= Q-RASAR =

Statistical modeling technology

The quantitative Read-Across Structure-Activity Relationship (q-RASAR) concept has been developed by the DTC Laboratory, Jadavpur University by merging Read-Across and QSAR. It is a statistical modeling approach that uses the similarity and error-based measures as descriptors in addition to the usual structural and physicochemical descriptors, and it has been shown to enhance the external predictivity of QSAR/QSPR models.

The novel quantitative read-across structure-activity relationship (q-RASAR) approach combines the advantages of both QSAR and read-across, thus resulting in enhanced predictivity for the same level of chemical information used. This approach utilizes similarity-based considerations yet can generate simple, interpretable, and transferable models. This approach may be used for any type of structural and physicochemical descriptors and with any modeling algorithms.

The q-RASAR approach has been used by different research groups for different endpoints.

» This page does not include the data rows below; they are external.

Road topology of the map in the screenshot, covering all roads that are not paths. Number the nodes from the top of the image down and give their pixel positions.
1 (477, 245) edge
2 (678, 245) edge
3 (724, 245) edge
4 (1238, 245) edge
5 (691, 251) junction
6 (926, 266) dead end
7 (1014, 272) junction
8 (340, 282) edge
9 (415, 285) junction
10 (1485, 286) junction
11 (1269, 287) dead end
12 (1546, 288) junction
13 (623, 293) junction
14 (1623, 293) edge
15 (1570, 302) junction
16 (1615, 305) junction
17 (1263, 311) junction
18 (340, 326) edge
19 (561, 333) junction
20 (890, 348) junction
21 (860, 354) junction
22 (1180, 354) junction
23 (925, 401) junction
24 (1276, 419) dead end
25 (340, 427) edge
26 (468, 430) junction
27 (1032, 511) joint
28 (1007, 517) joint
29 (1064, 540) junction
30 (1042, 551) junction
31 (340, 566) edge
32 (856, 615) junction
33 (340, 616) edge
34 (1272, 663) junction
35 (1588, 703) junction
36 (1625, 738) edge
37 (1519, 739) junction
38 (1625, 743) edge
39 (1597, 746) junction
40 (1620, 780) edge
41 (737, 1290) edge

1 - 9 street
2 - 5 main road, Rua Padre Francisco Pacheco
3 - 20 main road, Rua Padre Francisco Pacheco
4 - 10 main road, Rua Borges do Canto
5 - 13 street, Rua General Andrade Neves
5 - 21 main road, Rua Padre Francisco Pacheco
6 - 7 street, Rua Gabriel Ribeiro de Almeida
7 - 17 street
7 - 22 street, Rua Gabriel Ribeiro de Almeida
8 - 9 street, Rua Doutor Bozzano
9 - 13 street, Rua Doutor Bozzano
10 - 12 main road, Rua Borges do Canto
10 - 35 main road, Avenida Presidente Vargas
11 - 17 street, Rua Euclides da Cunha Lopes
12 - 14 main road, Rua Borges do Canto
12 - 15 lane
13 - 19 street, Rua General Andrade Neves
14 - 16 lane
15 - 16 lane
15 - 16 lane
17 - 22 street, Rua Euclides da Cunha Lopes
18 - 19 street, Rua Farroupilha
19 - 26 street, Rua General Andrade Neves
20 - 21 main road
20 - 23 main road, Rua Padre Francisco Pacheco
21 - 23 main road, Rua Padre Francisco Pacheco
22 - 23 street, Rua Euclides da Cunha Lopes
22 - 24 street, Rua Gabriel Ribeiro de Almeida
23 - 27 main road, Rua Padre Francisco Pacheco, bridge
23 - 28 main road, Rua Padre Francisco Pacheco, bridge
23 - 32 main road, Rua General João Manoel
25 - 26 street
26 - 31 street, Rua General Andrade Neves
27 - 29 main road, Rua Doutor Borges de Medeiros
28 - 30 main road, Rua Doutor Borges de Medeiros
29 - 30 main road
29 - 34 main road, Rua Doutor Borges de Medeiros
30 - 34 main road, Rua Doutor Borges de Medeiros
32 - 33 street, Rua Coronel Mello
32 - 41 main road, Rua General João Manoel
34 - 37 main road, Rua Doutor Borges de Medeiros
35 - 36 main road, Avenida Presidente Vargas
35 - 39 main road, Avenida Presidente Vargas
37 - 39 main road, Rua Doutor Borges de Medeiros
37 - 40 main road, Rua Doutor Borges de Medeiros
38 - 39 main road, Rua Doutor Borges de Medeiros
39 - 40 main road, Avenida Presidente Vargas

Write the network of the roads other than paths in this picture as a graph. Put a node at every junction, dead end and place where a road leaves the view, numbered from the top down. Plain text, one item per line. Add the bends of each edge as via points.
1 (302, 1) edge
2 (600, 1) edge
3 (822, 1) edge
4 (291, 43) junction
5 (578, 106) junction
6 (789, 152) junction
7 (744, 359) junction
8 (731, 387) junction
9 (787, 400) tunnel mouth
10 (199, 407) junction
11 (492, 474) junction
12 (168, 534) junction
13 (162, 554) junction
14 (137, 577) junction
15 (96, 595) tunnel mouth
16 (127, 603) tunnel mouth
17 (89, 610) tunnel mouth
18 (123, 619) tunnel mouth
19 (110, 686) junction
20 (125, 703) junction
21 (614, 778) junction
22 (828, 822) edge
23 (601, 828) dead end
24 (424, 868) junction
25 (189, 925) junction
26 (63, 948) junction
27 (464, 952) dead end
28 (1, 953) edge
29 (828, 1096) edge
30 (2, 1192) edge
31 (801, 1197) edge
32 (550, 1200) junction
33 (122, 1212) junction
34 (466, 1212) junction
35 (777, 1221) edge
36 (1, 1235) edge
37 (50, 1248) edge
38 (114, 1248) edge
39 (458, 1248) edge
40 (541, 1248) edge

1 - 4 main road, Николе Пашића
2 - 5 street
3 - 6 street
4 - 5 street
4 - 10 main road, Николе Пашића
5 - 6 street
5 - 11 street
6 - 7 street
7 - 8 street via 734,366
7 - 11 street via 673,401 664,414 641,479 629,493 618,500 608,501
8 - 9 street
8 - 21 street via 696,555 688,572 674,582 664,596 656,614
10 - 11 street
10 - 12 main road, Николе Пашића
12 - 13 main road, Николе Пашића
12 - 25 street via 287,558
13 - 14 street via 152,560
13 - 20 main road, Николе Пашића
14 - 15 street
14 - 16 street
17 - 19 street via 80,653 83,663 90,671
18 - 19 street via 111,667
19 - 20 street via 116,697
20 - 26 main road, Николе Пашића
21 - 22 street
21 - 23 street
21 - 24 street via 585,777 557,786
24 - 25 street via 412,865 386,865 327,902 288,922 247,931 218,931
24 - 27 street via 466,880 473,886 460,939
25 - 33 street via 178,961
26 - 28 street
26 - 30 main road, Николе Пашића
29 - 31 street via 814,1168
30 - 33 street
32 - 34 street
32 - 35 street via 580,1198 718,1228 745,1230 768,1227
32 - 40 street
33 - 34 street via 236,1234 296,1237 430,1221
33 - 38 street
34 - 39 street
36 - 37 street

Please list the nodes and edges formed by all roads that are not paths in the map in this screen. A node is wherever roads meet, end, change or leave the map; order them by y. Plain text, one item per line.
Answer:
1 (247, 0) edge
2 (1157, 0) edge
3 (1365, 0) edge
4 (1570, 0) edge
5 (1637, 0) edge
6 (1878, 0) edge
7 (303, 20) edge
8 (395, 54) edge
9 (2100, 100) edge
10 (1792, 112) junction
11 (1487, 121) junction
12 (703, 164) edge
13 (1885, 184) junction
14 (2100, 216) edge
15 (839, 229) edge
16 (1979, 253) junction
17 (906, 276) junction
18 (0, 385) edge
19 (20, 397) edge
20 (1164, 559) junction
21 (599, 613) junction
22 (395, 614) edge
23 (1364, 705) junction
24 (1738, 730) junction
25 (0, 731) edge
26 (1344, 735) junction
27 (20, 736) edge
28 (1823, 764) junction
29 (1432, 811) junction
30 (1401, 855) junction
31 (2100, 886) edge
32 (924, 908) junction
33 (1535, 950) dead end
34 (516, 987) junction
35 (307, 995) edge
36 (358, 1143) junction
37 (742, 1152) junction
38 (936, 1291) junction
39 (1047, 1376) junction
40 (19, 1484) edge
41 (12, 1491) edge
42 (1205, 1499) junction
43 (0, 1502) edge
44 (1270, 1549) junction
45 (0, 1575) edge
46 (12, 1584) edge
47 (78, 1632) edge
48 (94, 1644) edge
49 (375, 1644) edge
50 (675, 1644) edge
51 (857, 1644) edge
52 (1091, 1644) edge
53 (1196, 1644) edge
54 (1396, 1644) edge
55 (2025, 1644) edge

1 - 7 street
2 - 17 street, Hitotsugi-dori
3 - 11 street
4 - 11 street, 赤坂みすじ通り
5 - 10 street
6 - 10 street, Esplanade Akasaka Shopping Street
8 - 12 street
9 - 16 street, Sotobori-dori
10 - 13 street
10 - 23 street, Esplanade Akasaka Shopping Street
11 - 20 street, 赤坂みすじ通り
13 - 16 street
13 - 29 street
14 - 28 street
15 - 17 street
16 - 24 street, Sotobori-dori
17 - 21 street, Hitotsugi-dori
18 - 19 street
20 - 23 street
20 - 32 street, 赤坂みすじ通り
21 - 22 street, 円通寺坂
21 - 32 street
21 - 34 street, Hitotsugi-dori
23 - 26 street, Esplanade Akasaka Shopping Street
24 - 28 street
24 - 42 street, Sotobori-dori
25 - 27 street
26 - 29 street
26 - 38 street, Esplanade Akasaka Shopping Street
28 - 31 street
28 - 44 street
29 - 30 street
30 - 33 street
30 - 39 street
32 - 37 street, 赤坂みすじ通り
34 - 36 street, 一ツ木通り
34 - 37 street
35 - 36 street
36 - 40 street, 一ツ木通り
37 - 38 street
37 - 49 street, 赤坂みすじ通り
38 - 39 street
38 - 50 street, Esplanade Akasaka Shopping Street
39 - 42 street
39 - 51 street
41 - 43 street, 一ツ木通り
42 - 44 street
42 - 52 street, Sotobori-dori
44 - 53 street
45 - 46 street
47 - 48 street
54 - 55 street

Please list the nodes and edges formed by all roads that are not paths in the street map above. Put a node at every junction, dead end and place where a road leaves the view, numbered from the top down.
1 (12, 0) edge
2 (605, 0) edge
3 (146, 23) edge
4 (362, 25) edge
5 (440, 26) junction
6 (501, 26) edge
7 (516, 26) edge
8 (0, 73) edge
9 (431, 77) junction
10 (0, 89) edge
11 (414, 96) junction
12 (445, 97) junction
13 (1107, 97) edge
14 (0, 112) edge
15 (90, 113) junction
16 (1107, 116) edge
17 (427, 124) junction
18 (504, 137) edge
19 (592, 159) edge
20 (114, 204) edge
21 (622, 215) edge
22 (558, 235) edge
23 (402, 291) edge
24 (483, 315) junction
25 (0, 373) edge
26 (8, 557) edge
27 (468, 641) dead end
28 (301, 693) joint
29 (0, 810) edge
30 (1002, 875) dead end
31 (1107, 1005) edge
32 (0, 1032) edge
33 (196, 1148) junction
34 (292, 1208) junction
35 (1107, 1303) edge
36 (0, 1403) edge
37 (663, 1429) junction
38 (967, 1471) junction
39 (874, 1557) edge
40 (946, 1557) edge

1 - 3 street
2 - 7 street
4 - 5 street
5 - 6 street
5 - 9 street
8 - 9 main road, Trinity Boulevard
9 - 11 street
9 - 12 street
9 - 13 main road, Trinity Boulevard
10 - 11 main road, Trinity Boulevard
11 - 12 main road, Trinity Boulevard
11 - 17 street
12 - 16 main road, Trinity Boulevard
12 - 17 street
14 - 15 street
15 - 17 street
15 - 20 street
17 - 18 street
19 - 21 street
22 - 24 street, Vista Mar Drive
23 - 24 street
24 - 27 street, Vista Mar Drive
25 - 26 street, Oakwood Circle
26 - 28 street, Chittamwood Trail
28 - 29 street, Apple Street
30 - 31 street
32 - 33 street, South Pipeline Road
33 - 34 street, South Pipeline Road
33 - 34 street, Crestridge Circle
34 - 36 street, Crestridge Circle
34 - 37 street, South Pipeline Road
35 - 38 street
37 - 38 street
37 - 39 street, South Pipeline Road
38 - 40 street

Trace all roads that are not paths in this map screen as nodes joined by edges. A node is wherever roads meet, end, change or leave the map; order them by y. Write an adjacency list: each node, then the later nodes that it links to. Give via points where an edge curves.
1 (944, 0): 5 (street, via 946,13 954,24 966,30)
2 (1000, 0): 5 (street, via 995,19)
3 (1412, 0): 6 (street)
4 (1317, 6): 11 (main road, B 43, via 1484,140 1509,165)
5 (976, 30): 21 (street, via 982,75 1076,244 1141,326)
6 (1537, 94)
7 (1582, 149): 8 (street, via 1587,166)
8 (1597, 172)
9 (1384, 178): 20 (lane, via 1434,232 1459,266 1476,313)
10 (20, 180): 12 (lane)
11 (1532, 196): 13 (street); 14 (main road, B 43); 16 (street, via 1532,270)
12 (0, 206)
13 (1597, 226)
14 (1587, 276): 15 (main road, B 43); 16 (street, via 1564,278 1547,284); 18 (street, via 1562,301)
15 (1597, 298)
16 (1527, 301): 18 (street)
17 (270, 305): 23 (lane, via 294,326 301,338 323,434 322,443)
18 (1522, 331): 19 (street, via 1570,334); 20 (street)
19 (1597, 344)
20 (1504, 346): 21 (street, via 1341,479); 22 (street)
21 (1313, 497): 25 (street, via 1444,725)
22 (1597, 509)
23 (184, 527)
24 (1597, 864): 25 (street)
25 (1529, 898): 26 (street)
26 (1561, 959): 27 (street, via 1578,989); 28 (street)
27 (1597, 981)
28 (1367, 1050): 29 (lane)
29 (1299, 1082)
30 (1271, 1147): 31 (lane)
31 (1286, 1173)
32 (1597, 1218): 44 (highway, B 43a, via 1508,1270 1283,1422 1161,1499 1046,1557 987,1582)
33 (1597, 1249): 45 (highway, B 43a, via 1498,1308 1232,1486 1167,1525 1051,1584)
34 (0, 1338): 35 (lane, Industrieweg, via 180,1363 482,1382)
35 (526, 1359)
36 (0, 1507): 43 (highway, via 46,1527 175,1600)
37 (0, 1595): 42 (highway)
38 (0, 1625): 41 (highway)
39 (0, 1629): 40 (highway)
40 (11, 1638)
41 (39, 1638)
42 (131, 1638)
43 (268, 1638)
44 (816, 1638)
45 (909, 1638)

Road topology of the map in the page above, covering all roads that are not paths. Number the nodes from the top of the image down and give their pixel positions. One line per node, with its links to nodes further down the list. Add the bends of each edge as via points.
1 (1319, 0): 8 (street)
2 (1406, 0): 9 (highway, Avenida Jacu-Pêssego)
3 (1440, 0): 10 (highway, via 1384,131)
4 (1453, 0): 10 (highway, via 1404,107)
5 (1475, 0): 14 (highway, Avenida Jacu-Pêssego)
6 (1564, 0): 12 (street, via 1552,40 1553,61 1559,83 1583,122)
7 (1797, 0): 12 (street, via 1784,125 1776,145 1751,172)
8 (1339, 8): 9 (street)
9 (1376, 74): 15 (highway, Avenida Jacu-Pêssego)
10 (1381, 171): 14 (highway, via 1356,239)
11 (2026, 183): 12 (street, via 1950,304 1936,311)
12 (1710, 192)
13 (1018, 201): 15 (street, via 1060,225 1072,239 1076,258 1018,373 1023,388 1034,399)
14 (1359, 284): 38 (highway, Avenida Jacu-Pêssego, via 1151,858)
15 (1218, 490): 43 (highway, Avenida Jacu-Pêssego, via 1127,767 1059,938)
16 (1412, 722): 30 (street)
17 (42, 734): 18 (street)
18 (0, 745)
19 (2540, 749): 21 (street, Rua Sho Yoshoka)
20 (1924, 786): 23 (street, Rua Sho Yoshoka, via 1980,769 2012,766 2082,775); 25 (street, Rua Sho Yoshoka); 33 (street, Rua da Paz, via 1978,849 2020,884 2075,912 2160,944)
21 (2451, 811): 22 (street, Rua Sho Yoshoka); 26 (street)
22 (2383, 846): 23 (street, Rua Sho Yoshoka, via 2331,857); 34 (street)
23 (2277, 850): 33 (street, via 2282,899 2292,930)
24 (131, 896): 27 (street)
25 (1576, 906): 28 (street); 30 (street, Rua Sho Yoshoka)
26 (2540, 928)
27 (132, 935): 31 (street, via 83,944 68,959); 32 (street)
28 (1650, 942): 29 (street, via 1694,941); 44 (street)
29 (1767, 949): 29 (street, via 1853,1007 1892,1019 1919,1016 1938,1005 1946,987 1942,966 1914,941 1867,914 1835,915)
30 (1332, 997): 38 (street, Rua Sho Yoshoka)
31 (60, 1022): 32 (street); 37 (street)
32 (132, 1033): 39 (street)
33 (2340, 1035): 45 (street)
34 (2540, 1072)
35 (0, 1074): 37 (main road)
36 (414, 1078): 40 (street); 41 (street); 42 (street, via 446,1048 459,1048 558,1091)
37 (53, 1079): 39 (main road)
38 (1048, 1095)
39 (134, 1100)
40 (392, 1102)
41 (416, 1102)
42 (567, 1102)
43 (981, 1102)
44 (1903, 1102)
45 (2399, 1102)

Among different RASAR descriptors, RA function, Average Similarity and gm (Banerjee-Roy concordance coefficient) have shown high importance in modeling in some studies. In 2023, Banerjee-Roy similarity coefficients sm1 and sm2 have also been proposed to identify potential activity cliffs in a data set. The q-RASAR approach has the potential in data gap filling in predictive toxicology, materials science, medicinal chemistry, food sciences, nano-sciences, agricultural sciences, etc.

A tutorial presentation on q-RASAR is available. Recently, the q-RASAR framework has been improved by its integration with the ARKA descriptors in QSAR.